Unfortunately these and similar other aspects have been completely omitted from the decision passed on building this hydroelectric power plant system. One explanation for this may be historical. The political and technical archetype of the Gabcikovo-Nagymaros project is the so-called Grand Alsatian Canal on the border section of the Rhine between France and Germany. It has to be noted that due to the environmental damages France gave up her exceptional rights to this canal included in the Versailles Peace Treaty. The construction of the canal had been stopped in the fifties half way between Basel and Strasbourg.

Ladies and Gentlemen, we regard the Gaboikovo-Nagymaros project to be a historical mistake from political and social politics of view and last but not least from the aspect of the ecological, role the Danube plays. We regard decisive Austrian participants whereby they would according to plans receive energy at the cost of harming the environment of neighbouring countries to be yet another historical mistake.
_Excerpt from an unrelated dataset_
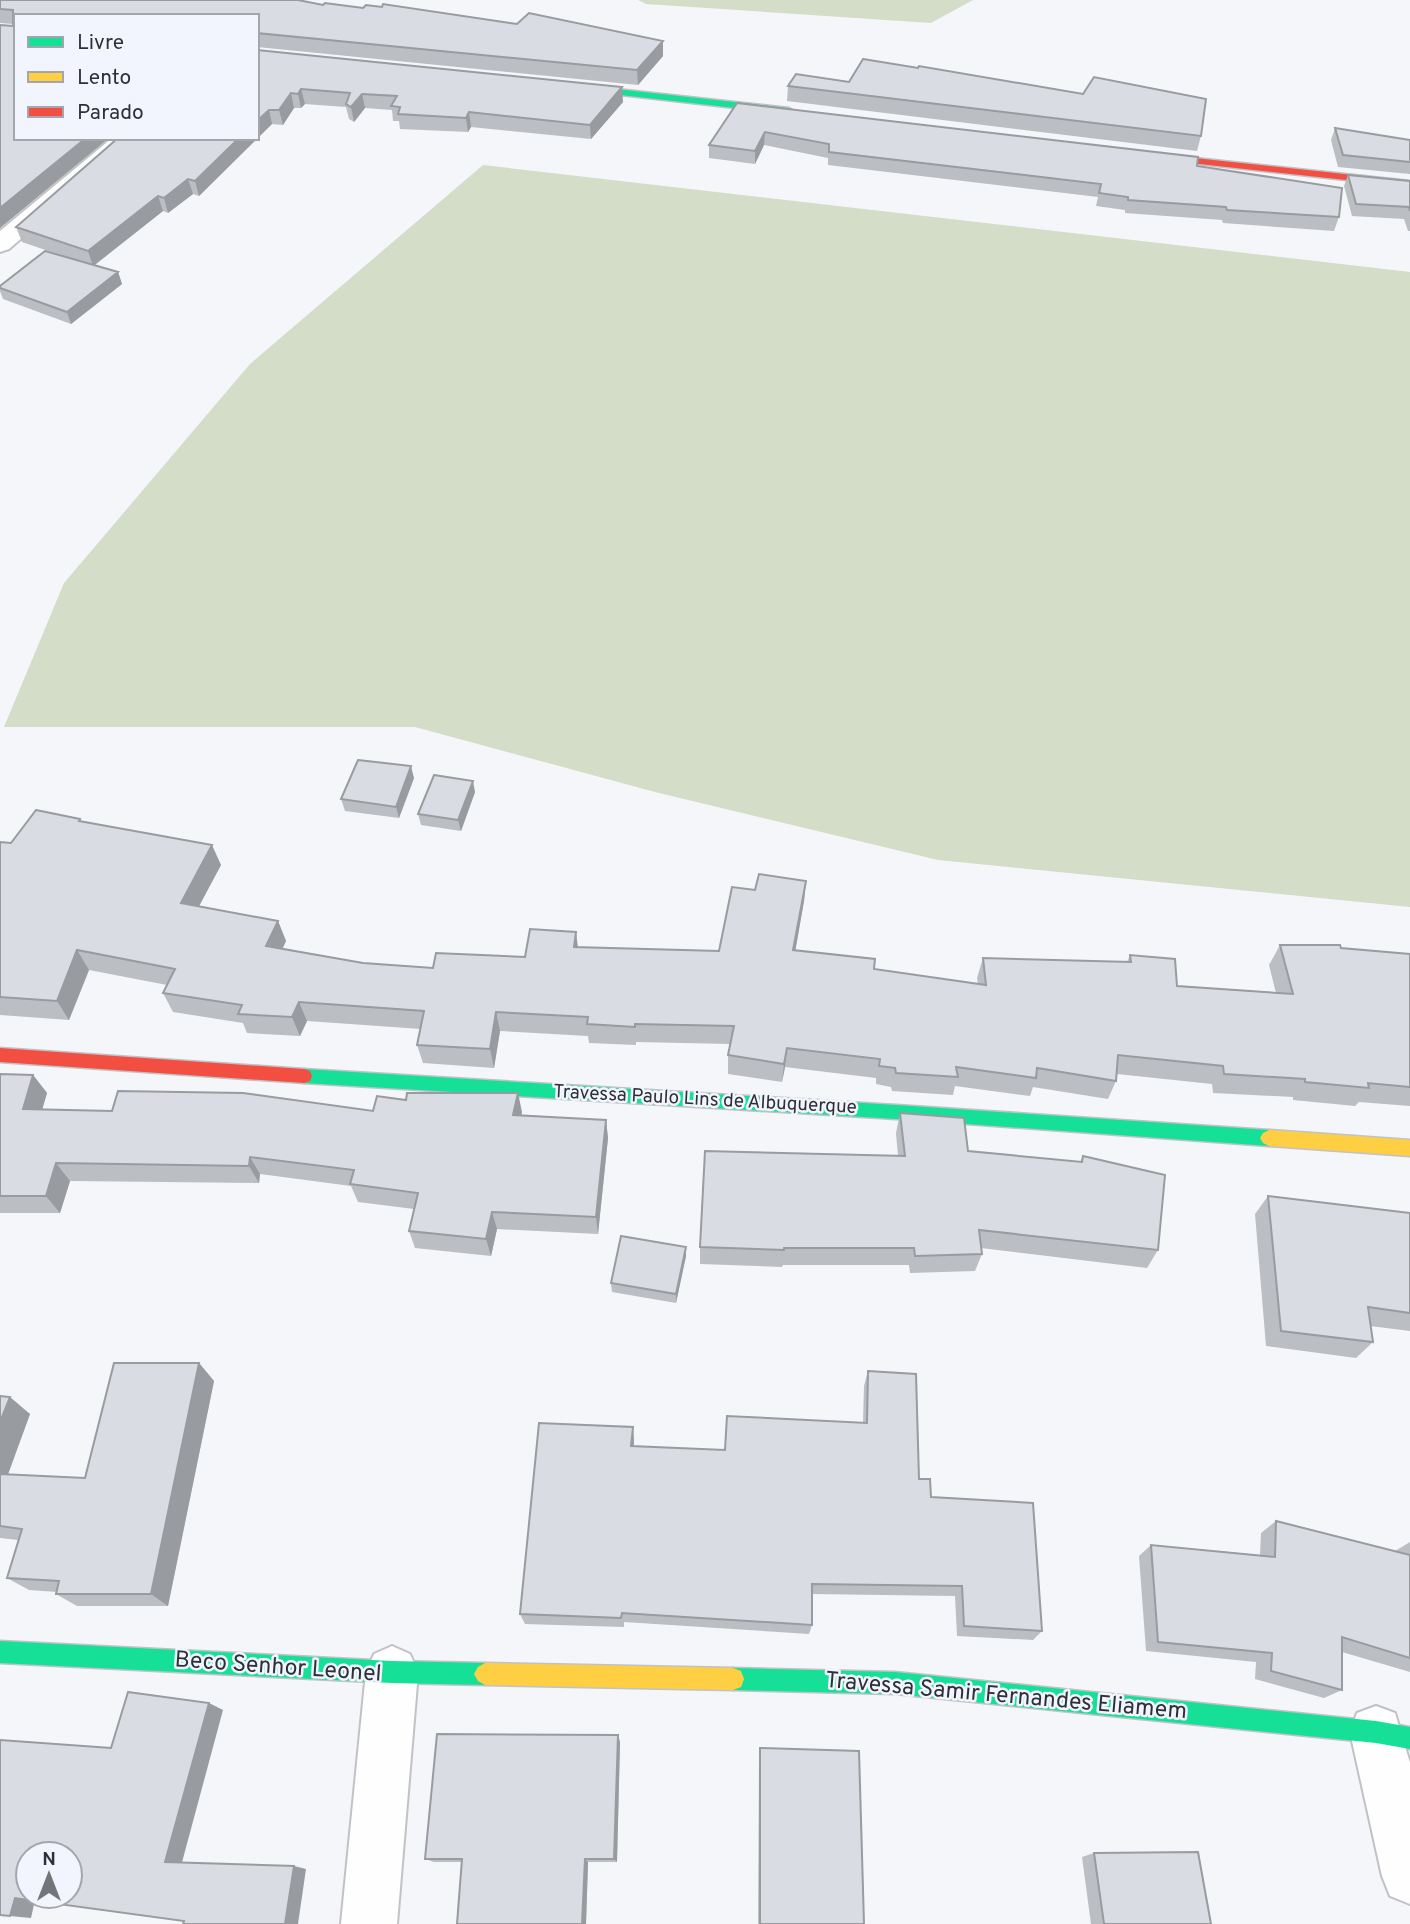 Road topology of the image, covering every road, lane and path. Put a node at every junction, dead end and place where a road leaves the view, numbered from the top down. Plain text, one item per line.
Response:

The Duna Kör agrees with the opinion of the Presidency of the Hungarian Academy of Sciences which in 1983 proposed to stop the project. We also agree with the 1985 proposal of the Academy to carry out the economical analysis before the final decision-making. Its environmental consequences first of all on drinking water resources should be considered of course.

The Duna Kör will continue its work to protect the Danube. This Award will effectively help us, since we are going to spend the money on support environmental studies on the issue. For the time being we shall not draw the sum since the Duna Kör has not yet got guarantees to spend it in its own name. We shall naturally provide information on the outcome of discussions to this end.

Thank you.

János Vargha

—————————-

Ladies and Gentlemen,

following Mr. Vargha, an expert, please allow me, a librarian, to say a few words, as one of those thousands of laymen, who have got the firm belief, that the carrying out of this far-reaching project must be prevented.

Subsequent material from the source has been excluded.